## What to do
Reproduce the lines from the one holding "Build a routing" to the end of the entries. Include both ends and change nothing.

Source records
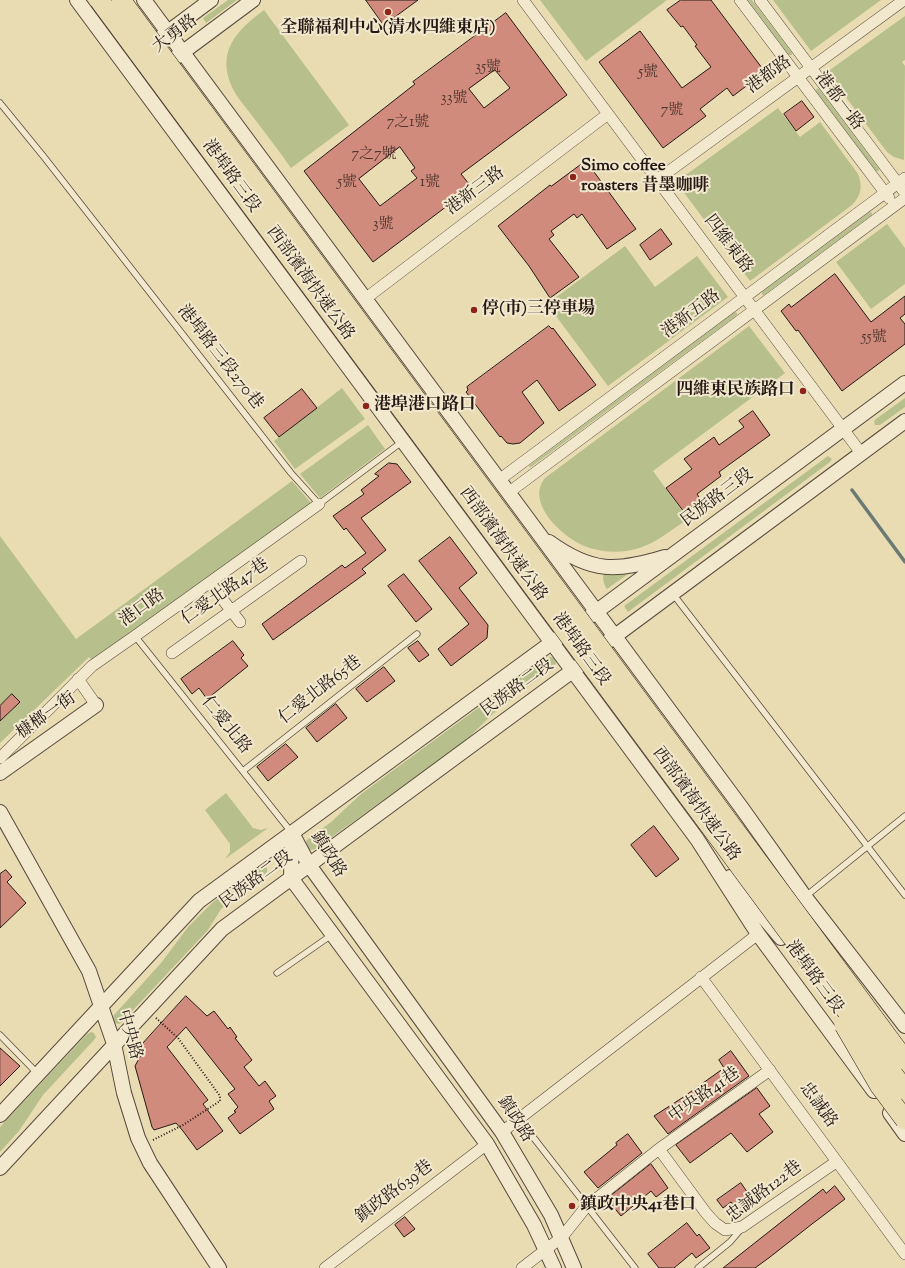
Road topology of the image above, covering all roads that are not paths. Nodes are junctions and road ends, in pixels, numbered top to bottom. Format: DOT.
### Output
graph roads {
  1 [pos="77,0"];
  2 [pos="99,0"];
  3 [pos="121,0"];
  4 [pos="144,0"];
  5 [pos="211,0"];
  6 [pos="253,0"];
  7 [pos="523,0"];
  8 [pos="740,0"];
  9 [pos="760,0"];
  10 [pos="904,0"];
  11 [pos="168,32"];
  12 [pos="182,52"];
  13 [pos="124,64"];
  14 [pos="811,68"];
  15 [pos="798,77"];
  16 [pos="139,85"];
  17 [pos="0,103"];
  18 [pos="608,114"];
  19 [pos="657,180"];
  20 [pos="901,181"];
  21 [pos="885,193"];
  22 [pos="905,193"];
  23 [pos="905,198"];
  24 [pos="895,206"];
  25 [pos="745,297"];
  26 [pos="365,298"];
  27 [pos="754,310"];
  28 [pos="905,383"];
  29 [pos="434,418"];
  30 [pos="905,421"];
  31 [pos="427,422"];
  32 [pos="421,427"];
  33 [pos="843,429"];
  34 [pos="403,441"];
  35 [pos="861,453"];
  36 [pos="499,480"];
  37 [pos="508,493"];
  38 [pos="319,504"];
  39 [pos="538,533"];
  40 [pos="676,553"];
  41 [pos="301,561"];
  42 [pos="210,583"];
  43 [pos="672,594"];
  44 [pos="231,610"];
  45 [pos="596,612"];
  46 [pos="240,622"];
  47 [pos="417,634"];
  48 [pos="135,636"];
  49 [pos="614,636"];
  50 [pos="551,642"];
  51 [pos="172,653"];
  52 [pos="573,671"];
  53 [pos="78,679"];
  54 [pos="96,705"];
  55 [pos="0,758"];
  56 [pos="243,771"];
  57 [pos="0,773"];
  58 [pos="741,807"];
  59 [pos="0,812"];
  60 [pos="905,816"];
  61 [pos="292,833"];
  62 [pos="697,839"];
  63 [pos="867,846"];
  64 [pos="309,865"];
  65 [pos="291,878"];
  66 [pos="905,895"];
  67 [pos="805,897"];
  68 [pos="333,934"];
  69 [pos="758,934"];
  70 [pos="798,944"];
  71 [pos="277,973"];
  72 [pos="701,977"];
  73 [pos="101,1006"];
  74 [pos="905,1026"];
  75 [pos="0,1035"];
  76 [pos="114,1044"];
  77 [pos="905,1044"];
  78 [pos="905,1060"];
  79 [pos="770,1070"];
  80 [pos="38,1074"];
  81 [pos="905,1090"];
  82 [pos="905,1105"];
  83 [pos="0,1115"];
  84 [pos="519,1119"];
  85 [pos="905,1120"];
  86 [pos="502,1132"];
  87 [pos="905,1134"];
  88 [pos="487,1144"];
  89 [pos="659,1149"];
  90 [pos="836,1162"];
  91 [pos="0,1168"];
  92 [pos="586,1207"];
  93 [pos="742,1227"];
  94 [pos="562,1237"];
  95 [pos="545,1250"];
  96 [pos="905,1254"];
  97 [pos="219,1268"];
  98 [pos="325,1268"];
  99 [pos="522,1268"];
  100 [pos="554,1268"];
  101 [pos="574,1268"];
  102 [pos="635,1268"];
  103 [pos="698,1268"];
  1 -- 13 [label="street, 港埠路三段"];
  2 -- 70 [label="highway, 西部濱海快速公路, bridge"];
  3 -- 78 [label="highway, 西部濱海快速公路, bridge"];
  4 -- 11 [label="street, 港埠路三段"];
  5 -- 11 [label="street, 大勇路"];
  6 -- 12 [label="street, 大勇路"];
  7 -- 18 [label="street, 四維東路"];
  8 -- 15 [label="street, 港都一路"];
  9 -- 14 [label="street, 港都一路"];
  10 -- 14 [label="street, 港都路"];
  11 -- 12 [label="street, 港埠路三段"];
  11 -- 13 [label="street, 大勇路"];
  12 -- 16 [label="street, 大勇路"];
  12 -- 26 [label="street, 港埠路三段"];
  13 -- 16 [label="street, 港埠路三段"];
  14 -- 15 [label="street, 港都路"];
  14 -- 20 [label="street, 港都一路"];
  15 -- 19 [label="street, 港都路"];
  15 -- 21 [label="street, 港都一路"];
  16 -- 34 [label="street, 港埠路三段"];
  17 -- 38 [label="lane, 港埠路三段270巷"];
  18 -- 19 [label="street, 四維東路"];
  18 -- 26 [label="street, 港新三路"];
  19 -- 25 [label="street, 四維東路"];
  20 -- 21 [label="street, 港新五路"];
  20 -- 22 [label="street, 港都一路"];
  21 -- 24 [label="street, 港都一路"];
  21 -- 25 [label="street, 港新五路"];
  23 -- 24 [label="street, 港新五路"];
  24 -- 27 [label="street, 港新五路"];
  25 -- 27 [label="street, 四維東路"];
  25 -- 36 [label="street, 港新五路"];
  26 -- 36 [label="street, 港埠路三段"];
  27 -- 33 [label="street, 四維東路"];
  27 -- 37 [label="street, 港新五路"];
  28 -- 33 [label="street, 民族路三段"];
  29 -- 31 [label="lane"];
  30 -- 35 [label="street"];
  32 -- 34 [label="lane"];
  33 -- 35 [label="street, 四維東路"];
  33 -- 40 [label="street, 民族路三段"];
  34 -- 38 [label="lane"];
  34 -- 50 [label="street, 港埠路三段"];
  35 -- 43 [label="street"];
  36 -- 37 [label="street, 港埠路三段"];
  37 -- 39 [label="street, 港埠路三段"];
  38 -- 42 [label="street, 港口路"];
  39 -- 40 [label="street"];
  39 -- 45 [label="street, 港埠路三段"];
  40 -- 45 [label="street, 民族路三段"];
  41 -- 44 [label="street, 仁愛北路47巷"];
  42 -- 44 [label="street"];
  42 -- 48 [label="street, 港口路"];
  43 -- 49 [label="street"];
  43 -- 63 [label="lane"];
  44 -- 46 [label="street"];
  44 -- 51 [label="street, 仁愛北路47巷"];
  45 -- 49 [label="street, 港埠路三段"];
  45 -- 50 [label="street, 民族路三段"];
  47 -- 56 [label="lane, 仁愛北路65巷"];
  48 -- 53 [label="street, 港口路"];
  48 -- 56 [label="lane, 仁愛北路"];
  49 -- 52 [label="street, 民族路二段"];
  49 -- 58 [label="street, 港埠路三段"];
  50 -- 52 [label="street, 港埠路三段"];
  50 -- 61 [label="street, 民族路二段"];
  52 -- 62 [label="street, 港埠路三段"];
  52 -- 64 [label="street, 民族路二段"];
  53 -- 54 [label="street"];
  53 -- 55 [label="street, 港口路"];
  54 -- 57 [label="street, 槺榔一街"];
  56 -- 61 [label="lane, 仁愛北路"];
  58 -- 67 [label="street, 港埠路三段"];
  58 -- 77 [label="street, 港埠路三段"];
  59 -- 73 [label="street, 中央路"];
  60 -- 63 [label="lane"];
  61 -- 64 [label="street, 鎮政路"];
  61 -- 65 [label="street, 鎮政路"];
  61 -- 73 [label="street, 民族路二段"];
  62 -- 69 [label="street, 港埠路三段"];
  62 -- 82 [label="street, 港埠路三段"];
  63 -- 66 [label="lane"];
  63 -- 67 [label="lane"];
  64 -- 65 [label="street, 民族路二段"];
  64 -- 86 [label="street, 鎮政路"];
  65 -- 68 [label="street"];
  65 -- 76 [label="street, 民族路二段"];
  67 -- 74 [label="street, 港埠路三段"];
  68 -- 71 [label="lane"];
  68 -- 88 [label="street"];
  69 -- 72 [label="street"];
  69 -- 87 [label="street, 港埠路三段"];
  70 -- 81 [label="highway, 西部濱海快速公路, bridge"];
  70 -- 85 [label="highway, bridge"];
  72 -- 79 [label="street, 忠誠路"];
  72 -- 84 [label="street"];
  73 -- 76 [label="street, 中央路"];
  73 -- 80 [label="street, 民族路二段"];
  75 -- 80 [label="lane"];
  76 -- 91 [label="street, 民族路二段"];
  76 -- 97 [label="street, 中央路"];
  79 -- 89 [label="street, 中央路41巷"];
  79 -- 90 [label="street, 忠誠路"];
  80 -- 83 [label="street, 民族路二段"];
  84 -- 86 [label="street"];
  84 -- 92 [label="lane"];
  86 -- 94 [label="street, 鎮政路"];
  88 -- 95 [label="street"];
  88 -- 98 [label="street, 鎮政路639巷"];
  89 -- 92 [label="street, 中央路41巷"];
  89 -- 93 [label="street"];
  90 -- 93 [label="street, 忠誠路122巷"];
  90 -- 96 [label="street, 忠誠路"];
  92 -- 94 [label="street, 中央路41巷"];
  92 -- 102 [label="lane"];
  93 -- 103 [label="lane, 忠誠路122巷"];
  94 -- 95 [label="street, 中央路41巷"];
  94 -- 101 [label="street, 鎮政路"];
  95 -- 99 [label="street, 中央路41巷"];
  95 -- 100 [label="street"];
}
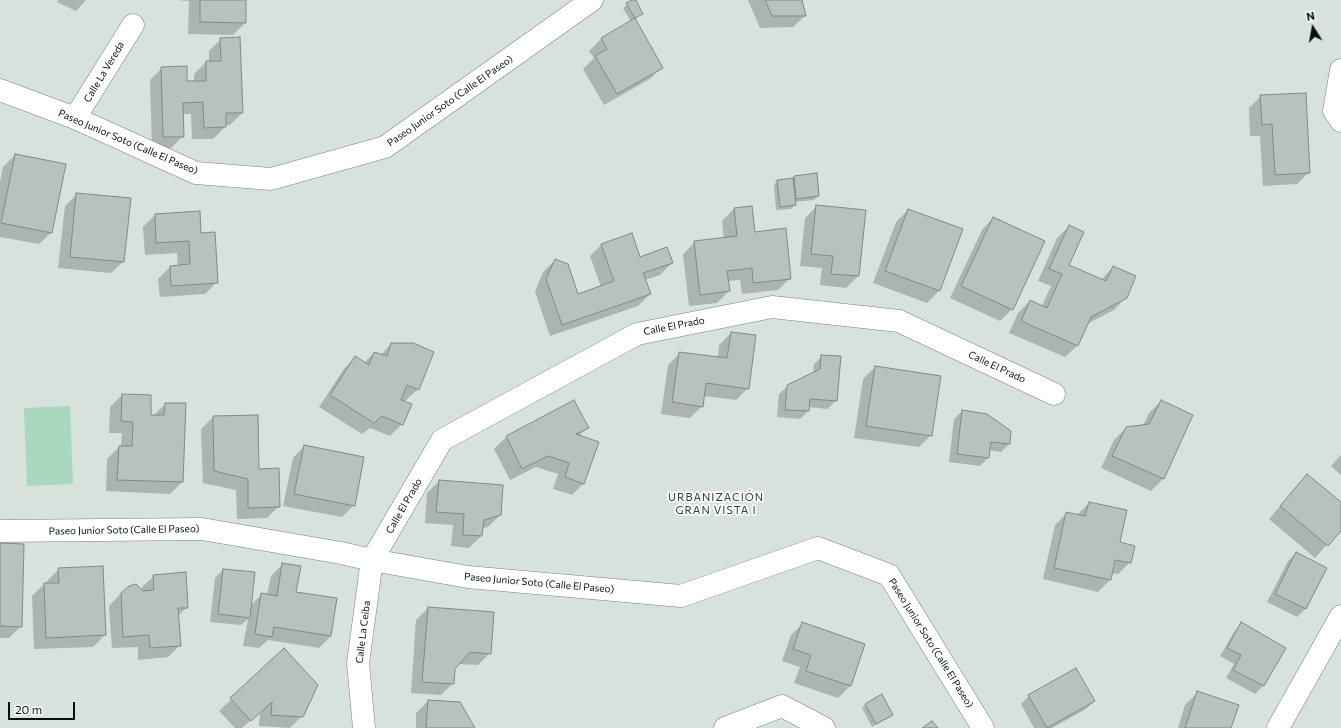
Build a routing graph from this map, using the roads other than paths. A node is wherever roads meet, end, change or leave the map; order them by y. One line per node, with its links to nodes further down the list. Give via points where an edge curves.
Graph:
1 (592, 0): 5 (street, Paseo Junior Soto (Calle El Paseo), via 385,147 271,179 196,173)
2 (132, 25): 5 (street, Calle La Vereda)
3 (1341, 70): 6 (street, via 1334,111)
4 (0, 90): 5 (street, Paseo Junior Soto (Calle El Paseo))
5 (76, 118)
6 (1341, 121)
7 (1054, 394): 9 (street, Calle El Prado, via 899,321 772,307 637,334 442,440)
8 (0, 531): 9 (street, Paseo Junior Soto (Calle El Paseo), via 202,529)
9 (372, 560): 11 (street, Calle La Ceiba, via 358,663); 14 (street, Paseo Junior Soto (Calle El Paseo), via 468,577 681,596 818,548 889,575)
10 (1341, 616): 15 (street)
11 (364, 728)
12 (725, 728): 13 (street, via 782,706)
13 (824, 728)
14 (983, 728)
15 (1278, 728)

## Exercise answer
Build a routing graph from this map, using the roads other than paths. A node is wherever roads meet, end, change or leave the map; order them by y. One line per node, with its links to nodes further down the list. Give via points where an edge curves.
Graph:
1 (592, 0): 5 (street, Paseo Junior Soto (Calle El Paseo), via 385,147 271,179 196,173)
2 (132, 25): 5 (street, Calle La Vereda)
3 (1341, 70): 6 (street, via 1334,111)
4 (0, 90): 5 (street, Paseo Junior Soto (Calle El Paseo))
5 (76, 118)
6 (1341, 121)
7 (1054, 394): 9 (street, Calle El Prado, via 899,321 772,307 637,334 442,440)
8 (0, 531): 9 (street, Paseo Junior Soto (Calle El Paseo), via 202,529)
9 (372, 560): 11 (street, Calle La Ceiba, via 358,663); 14 (street, Paseo Junior Soto (Calle El Paseo), via 468,577 681,596 818,548 889,575)
10 (1341, 616): 15 (street)
11 (364, 728)
12 (725, 728): 13 (street, via 782,706)
13 (824, 728)
14 (983, 728)
15 (1278, 728)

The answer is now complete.